The places where we have the biggest differences in opinion, are perhaps more about overall method, where to start, what path to take, and what the end point will look like.
I believe that the mind is hugely overlooked in martial arts training, as possibly THE most useful tool in the box. Physical skills are also important, sure! But natural physical advantages, as in reach, strength, weight, and build, tip the playing field in ways that physical technique alone is possibly not enough to prevail.
I worry that this, plain, fact, creates training methodologies that propagate fairly low percentage solutions to those fighting from disadvantage. These solutions are fine for sport, but possibly not for more combative encounters where disparity of force (either in size, numbers, weapons or surprise) is pretty much a given.

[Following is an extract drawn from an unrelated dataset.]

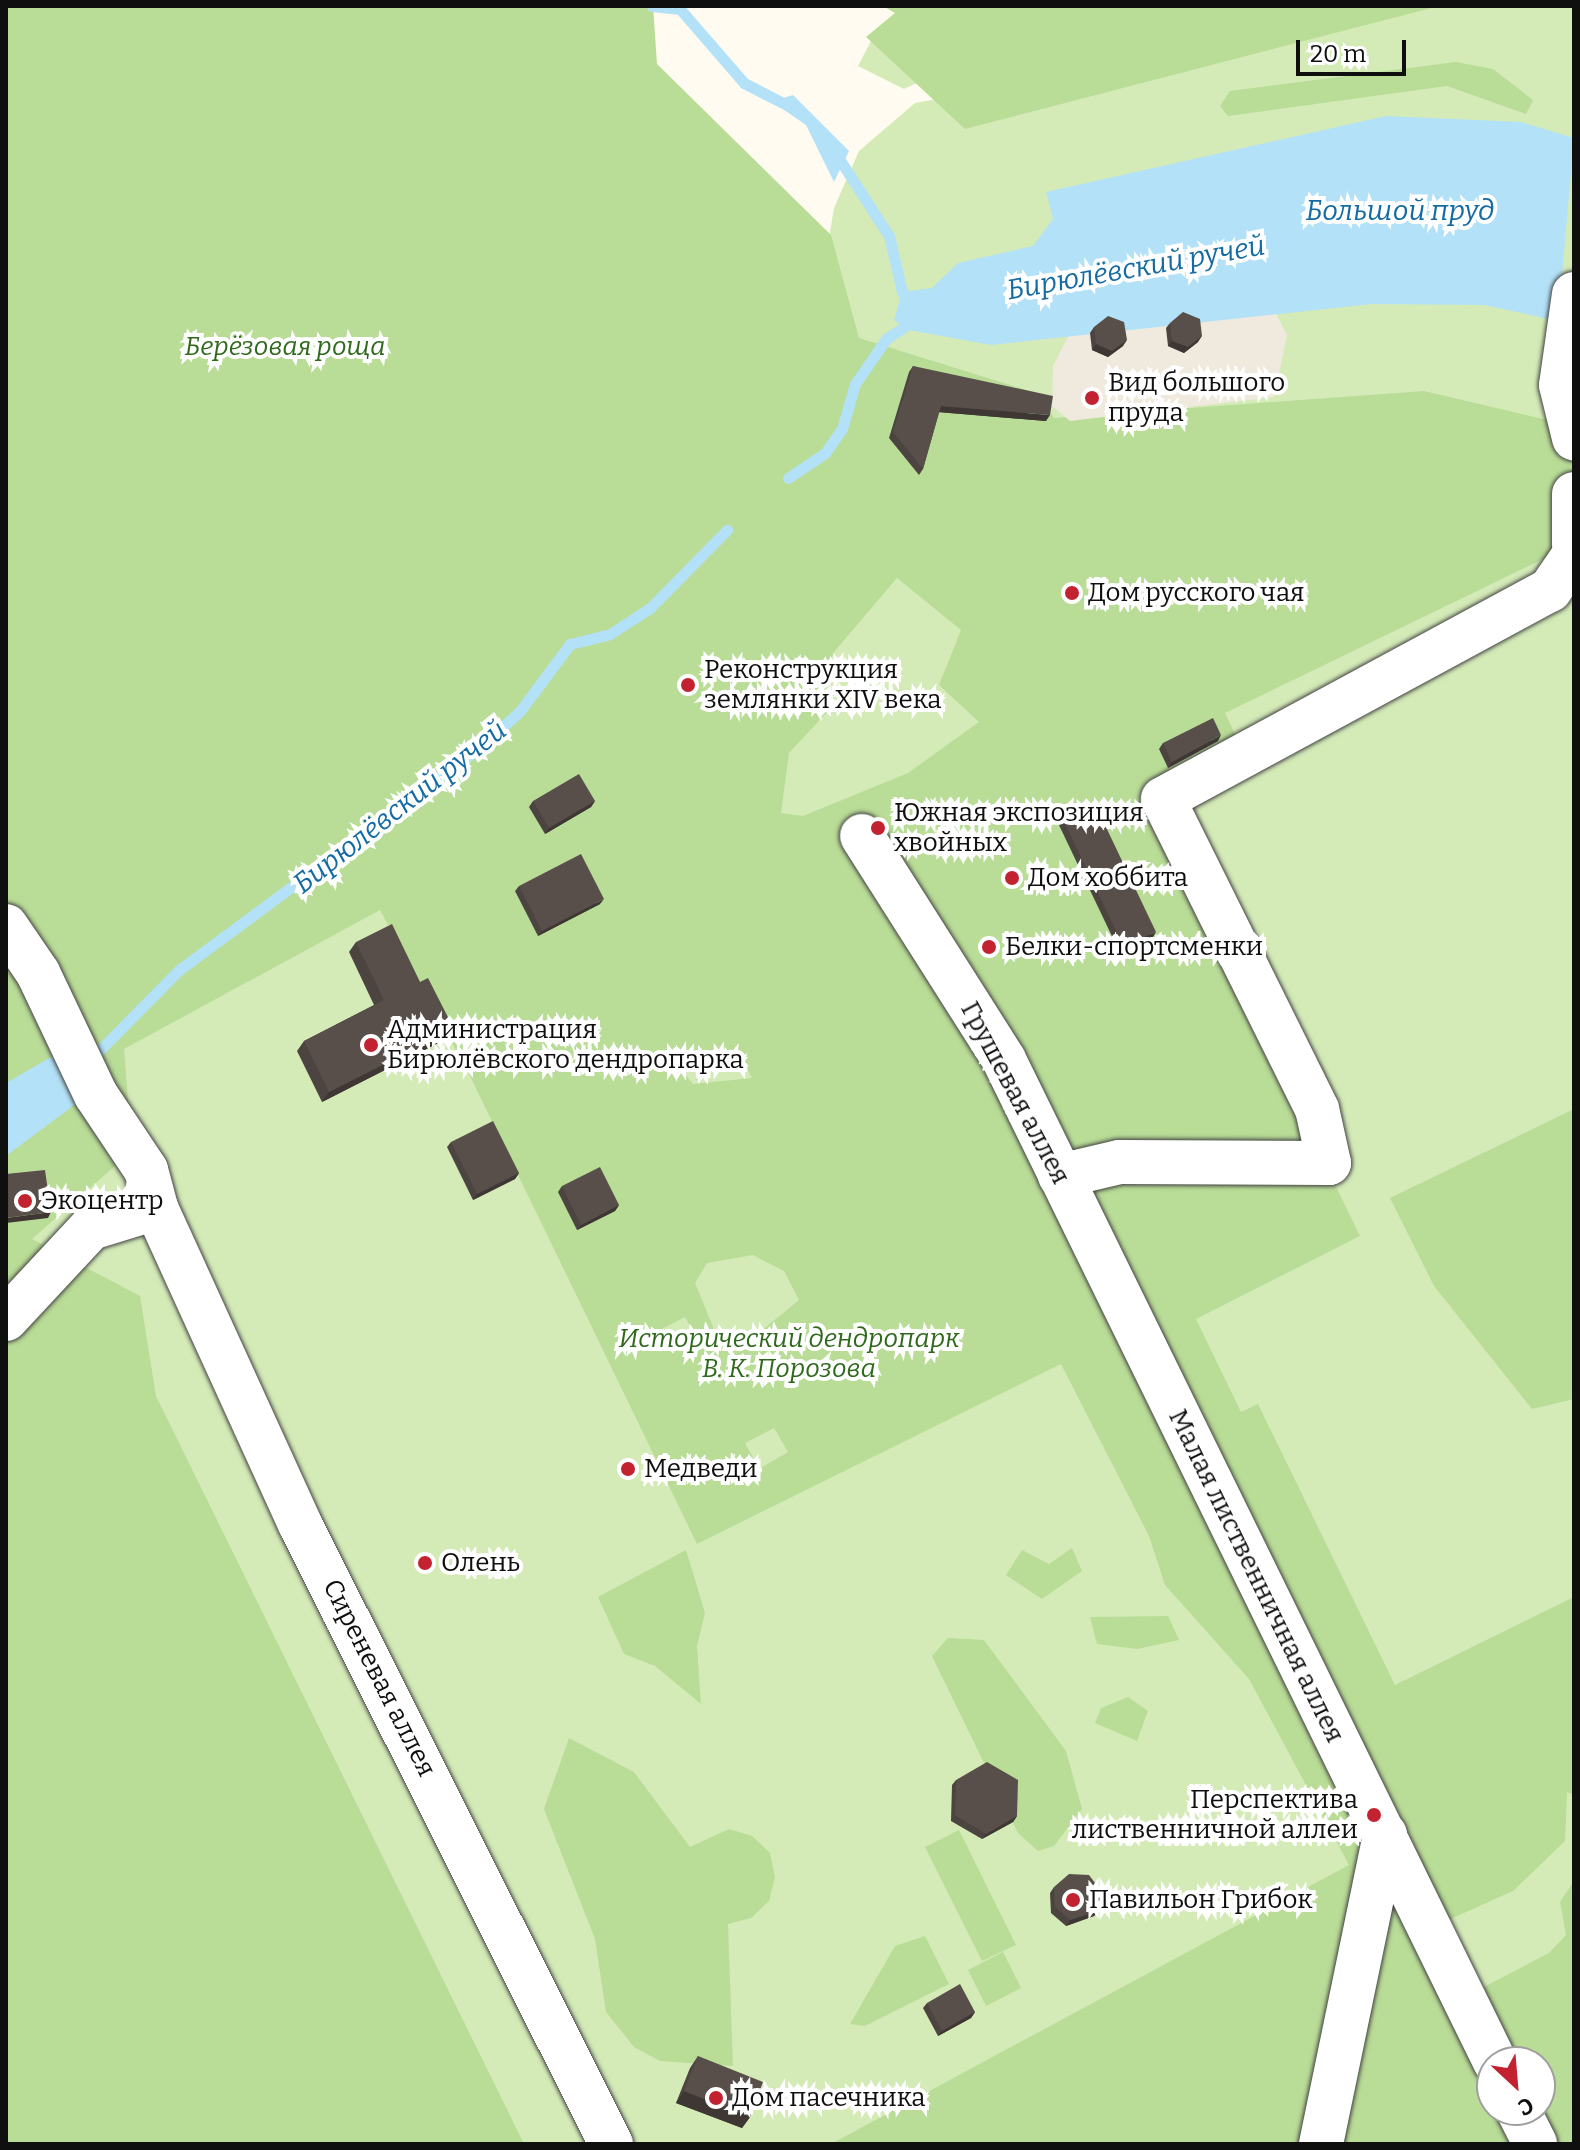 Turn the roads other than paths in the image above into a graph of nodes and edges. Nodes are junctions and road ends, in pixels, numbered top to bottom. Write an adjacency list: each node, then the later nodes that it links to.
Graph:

In your example about doing PH with the woman with good evasion skills, you said yourself, that you could have picked her up and dumped her on her ass at any time. She may have been hard to 'push' ... but absolutely easy for you to knock out or throw out of a window! And herein lies our point of difference -
You see PH practice as a useful piece of the puzzle, a drill with parameters and rules that focuses on a specific skill set that gets added to the tool box to build up into a complete picture.
I have no argument with this logic.
Your point about it being only a short stop on the path that other pieces get added to as skills integrate, is well taken.

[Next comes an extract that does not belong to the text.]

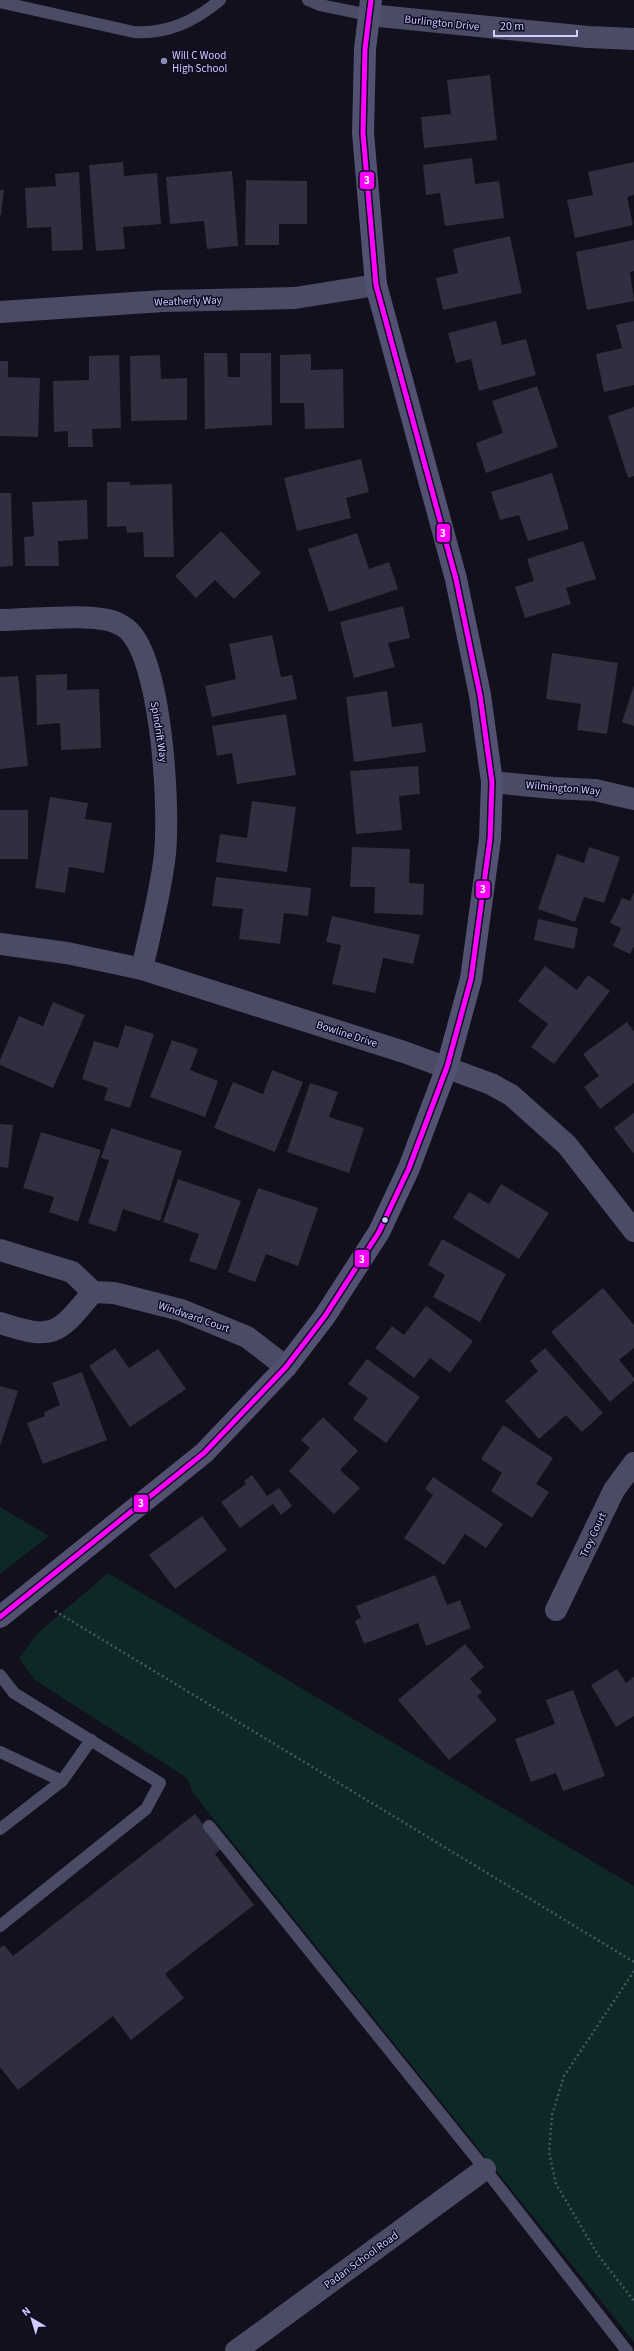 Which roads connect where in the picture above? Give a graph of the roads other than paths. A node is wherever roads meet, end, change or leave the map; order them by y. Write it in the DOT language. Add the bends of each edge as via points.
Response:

It's just that the logic is itself limited, in that the mind, and strategy/cheating/thinking outside the box, and playing with being unpredictable are either left out completely ... or else taught very late in the game.
You need context to teach these things, and 'safe' context is hard to find when you start throwing out the rule book ... not just in the physical realm, but the mental too.
And we all have rules .. even the ones we don't see, and the more safe games we play the more rules we have to learn to break when push REALLY comes to shove.
Hi Maija,
You're right, we do agree on more than we disagree. That said:
"It's just that the logic is itself limited, in that the mind, and strategy/cheating/thinking outside the box, and playing with being unpredictable are either left out completely ... or else taught very late in the game."
I would agree if that kind of PH was all we did. But it isn't. We are talking about PH specifically so I mainly stuck to that topic. But there are 4 other main components to tai chi chuan and we haven't even scratched the surface on all the parts of the training. Nor have I mentioned any of the numerous non-PH drills and methods we use. Doesn't mean they aren't there.
Also, strategy, cheating and the other things you mention are not taught late in the game. You learn them from the very first class and are supposed to use them all the time. The art assumes we will be weaker and smaller than the opponent, so we don't really have any other choice. I'm a poor example of it really, because people see my size and think I'm using muscle. My mass is there though, can't do much about that. :-)
Hi Wim,
It's taken me a few days to reply as I did not know whether it was worth belaboring points that are rather hard to discuss in words.
One of the basic ideas that inspired the 'Cheat' post, is based around the idea that because of safety issues, it is really hard to practice tactics, as a particular way of thinking, empty hand, but it IS possible when swords come into play - specifically in the way I described, where power does not have to be a factor in winning.
Anyway, I'm going to post a series of video clips from a guy who has his own, slightly different take on the same idea. A student of ancient warfare and battlefield techniques from Greece.
My friend (Thanks Matt!) found them and I thought it interesting to compare his ideas with mine.
I'll post them over the weekend :-)
Hi Maija,
No worries, I think we're indeed at that point. A lot of this kind of stuff I really don't know a good way of putting into writing. Easy to show and to explain within a certain context when you do it but writing it down never quite does it IMO.
So I'm going if we leave it here and will probably go into lurk mode. I look forward to seeing the videos.